CA Paris, 10 octobre 2018, RG n°15/24033
Même si une transaction prévoit une renonciation aux dommages futurs, cette renonciation ne s’applique qu’au différend qui a donné lieu à la conclusion de la transaction. Les dommages postérieurs causés par un fait non-connu et non-anticipé au jour de la transaction ne sont donc pas concernés et peuvent donner lieu à poursuites judiciaires.
Plusieurs sociétés ont connu des différends dans le cadre de l’exécution d’un contrat de conception, de réalisation et de mise en service d’une unité de traitement de déchets comprenant deux lignes d’incinération.

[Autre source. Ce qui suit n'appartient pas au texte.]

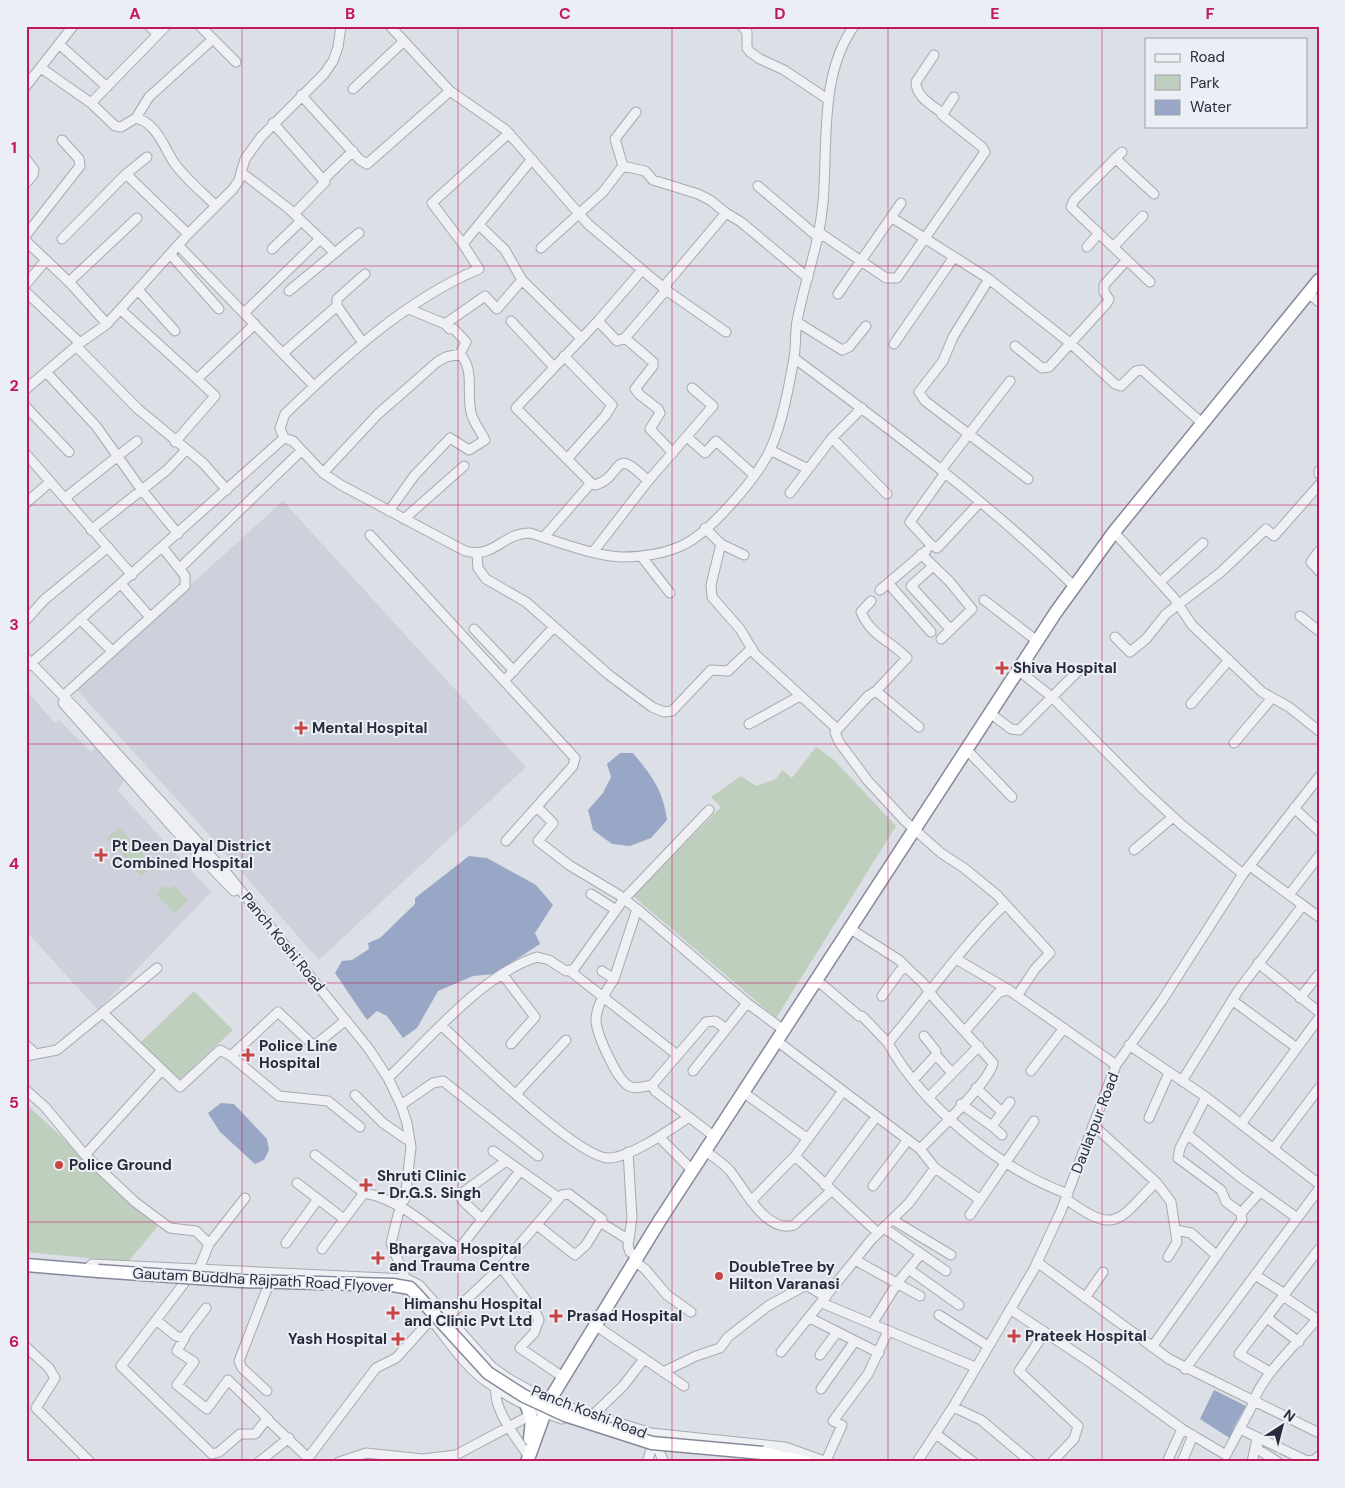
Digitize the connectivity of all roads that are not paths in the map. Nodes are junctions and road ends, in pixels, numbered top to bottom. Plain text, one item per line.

En 2003, une fuite est intervenue sur la ligne d’incinération n°1. Un accord est intervenu en 2004 entre les sociétés.
Cet accord visait une renonciation à se plaindre de dommages futurs : « exclusion de garantie pour d’autres dommages consécutifs directs et indirects ». Toutefois, en 2005 et 2006, des fuites sont intervenues sur la ligne d’incinération n°2, entraînant l’arrêt de l’exploitation pendant plusieurs mois. C’est dans ce contexte que la société ayant subi les pertes d’exploitation a demandé la réparation de ses préjudices. Les parties aux litiges s’opposaient notamment sur l’objet de l’accord de 2004 : couvrait-il ou non les fuites survenues en 2005 et 2006 ?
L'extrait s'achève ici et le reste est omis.